▶ **Task prompt**
Of all the entries below, only the lines from the one with "ring mcp: (521, 407)" up to and including the one with "pinky tip: (647, 367)" are to be duplicated exactly.

▶ **Dataset excerpts**
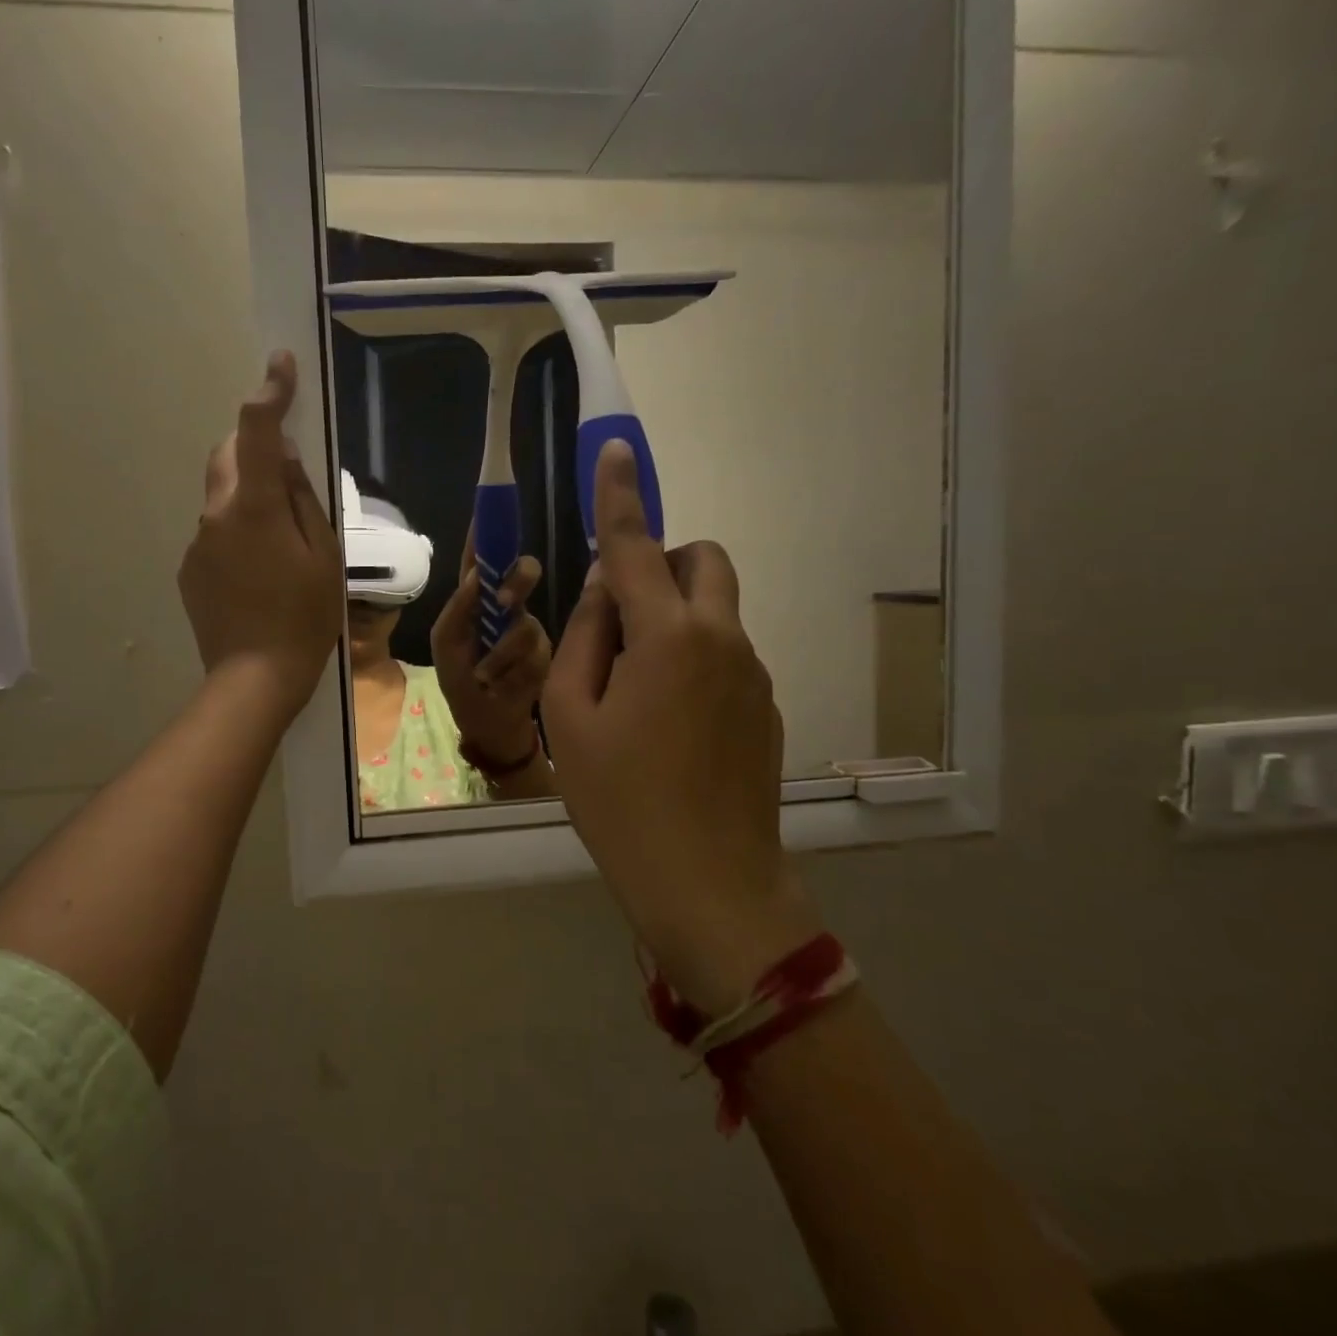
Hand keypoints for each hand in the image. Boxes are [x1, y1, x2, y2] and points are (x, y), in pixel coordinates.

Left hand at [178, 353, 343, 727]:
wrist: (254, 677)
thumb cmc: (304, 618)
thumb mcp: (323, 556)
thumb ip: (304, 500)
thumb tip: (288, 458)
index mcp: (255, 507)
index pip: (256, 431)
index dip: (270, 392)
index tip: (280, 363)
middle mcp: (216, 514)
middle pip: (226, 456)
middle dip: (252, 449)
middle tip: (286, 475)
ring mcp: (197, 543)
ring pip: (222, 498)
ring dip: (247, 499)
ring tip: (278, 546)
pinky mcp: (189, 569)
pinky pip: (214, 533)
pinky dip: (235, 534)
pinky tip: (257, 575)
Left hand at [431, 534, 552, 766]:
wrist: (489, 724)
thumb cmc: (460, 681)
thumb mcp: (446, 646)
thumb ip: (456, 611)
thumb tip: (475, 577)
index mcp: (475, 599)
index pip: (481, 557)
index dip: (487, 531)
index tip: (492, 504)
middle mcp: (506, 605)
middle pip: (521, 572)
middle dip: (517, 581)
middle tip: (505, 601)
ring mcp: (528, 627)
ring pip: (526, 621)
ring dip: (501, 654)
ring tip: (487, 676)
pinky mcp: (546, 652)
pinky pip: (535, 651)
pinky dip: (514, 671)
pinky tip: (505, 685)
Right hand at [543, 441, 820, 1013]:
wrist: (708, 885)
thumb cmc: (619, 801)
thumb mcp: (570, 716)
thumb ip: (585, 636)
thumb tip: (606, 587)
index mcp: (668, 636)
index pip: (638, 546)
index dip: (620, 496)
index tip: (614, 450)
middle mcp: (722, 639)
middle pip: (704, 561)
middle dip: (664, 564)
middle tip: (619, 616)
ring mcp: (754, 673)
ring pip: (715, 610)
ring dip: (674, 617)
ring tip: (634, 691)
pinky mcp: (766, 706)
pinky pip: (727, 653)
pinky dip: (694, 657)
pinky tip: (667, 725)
* * *
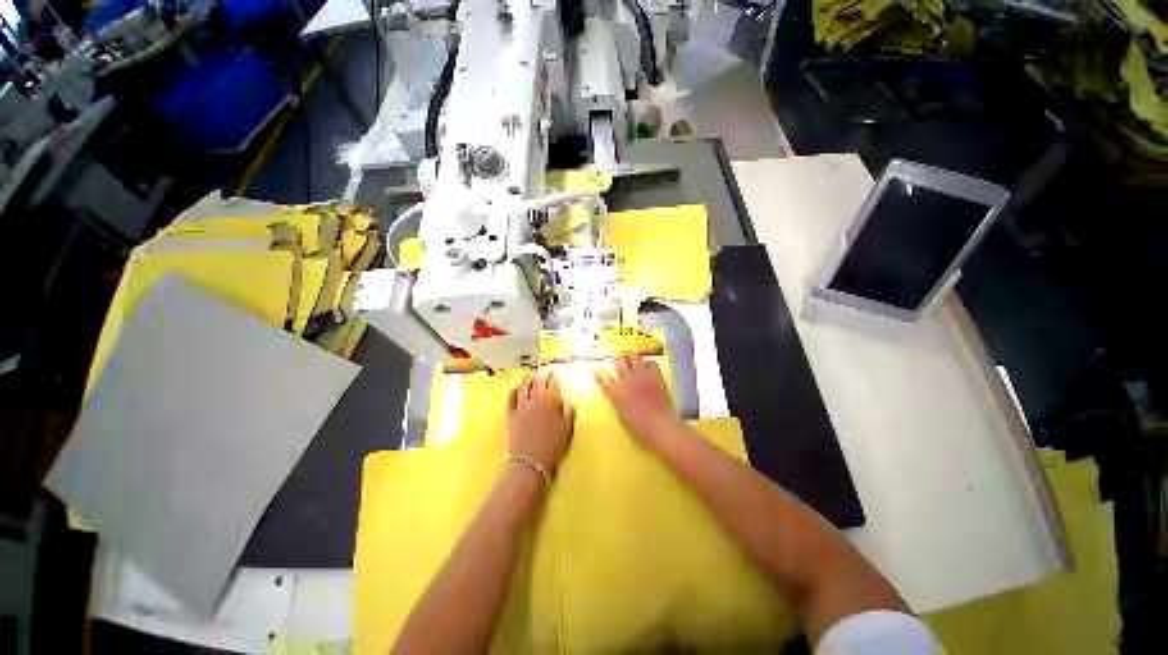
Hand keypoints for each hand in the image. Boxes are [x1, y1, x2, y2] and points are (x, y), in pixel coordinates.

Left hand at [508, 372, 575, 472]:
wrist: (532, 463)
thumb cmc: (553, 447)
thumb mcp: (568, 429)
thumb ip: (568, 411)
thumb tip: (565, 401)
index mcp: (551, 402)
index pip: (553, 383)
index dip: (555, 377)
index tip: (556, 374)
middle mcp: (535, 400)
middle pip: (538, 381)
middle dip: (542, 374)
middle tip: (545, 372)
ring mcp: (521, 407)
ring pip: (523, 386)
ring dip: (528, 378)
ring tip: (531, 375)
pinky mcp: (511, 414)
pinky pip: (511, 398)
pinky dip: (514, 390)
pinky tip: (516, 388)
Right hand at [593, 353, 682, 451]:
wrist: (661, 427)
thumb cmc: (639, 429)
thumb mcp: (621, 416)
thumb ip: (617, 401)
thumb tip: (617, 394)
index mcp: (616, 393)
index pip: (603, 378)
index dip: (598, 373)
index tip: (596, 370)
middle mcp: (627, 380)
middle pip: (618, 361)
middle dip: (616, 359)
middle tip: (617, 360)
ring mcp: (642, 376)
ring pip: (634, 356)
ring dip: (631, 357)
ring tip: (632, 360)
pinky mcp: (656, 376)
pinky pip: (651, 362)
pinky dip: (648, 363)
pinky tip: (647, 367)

▶ **Output**
ring mcp: (521, 407)
ring pip: (523, 386)
ring dip: (528, 378)
ring tip: (531, 375)
pinky mcp: (511, 414)
pinky pip: (511, 398)
pinky dip: (514, 390)
pinky tip: (516, 388)
Right hand at [593, 353, 682, 451]:
wrist: (661, 427)
thumb cmc: (639, 429)
thumb mcp: (621, 416)
thumb ip: (617, 401)
thumb tip: (617, 394)
index mcp: (616, 393)
index pip: (603, 378)
index dip: (598, 373)
index tip: (596, 370)
middle mcp: (627, 380)
middle pip: (618, 361)
middle dip: (616, 359)
middle tip: (617, 360)
ring mcp: (642, 376)
ring pip: (634, 356)
ring dip: (631, 357)
ring tip: (632, 360)
pinky mcp: (656, 376)
pinky pip: (651, 362)
pinky dip: (648, 363)
pinky tip: (647, 367)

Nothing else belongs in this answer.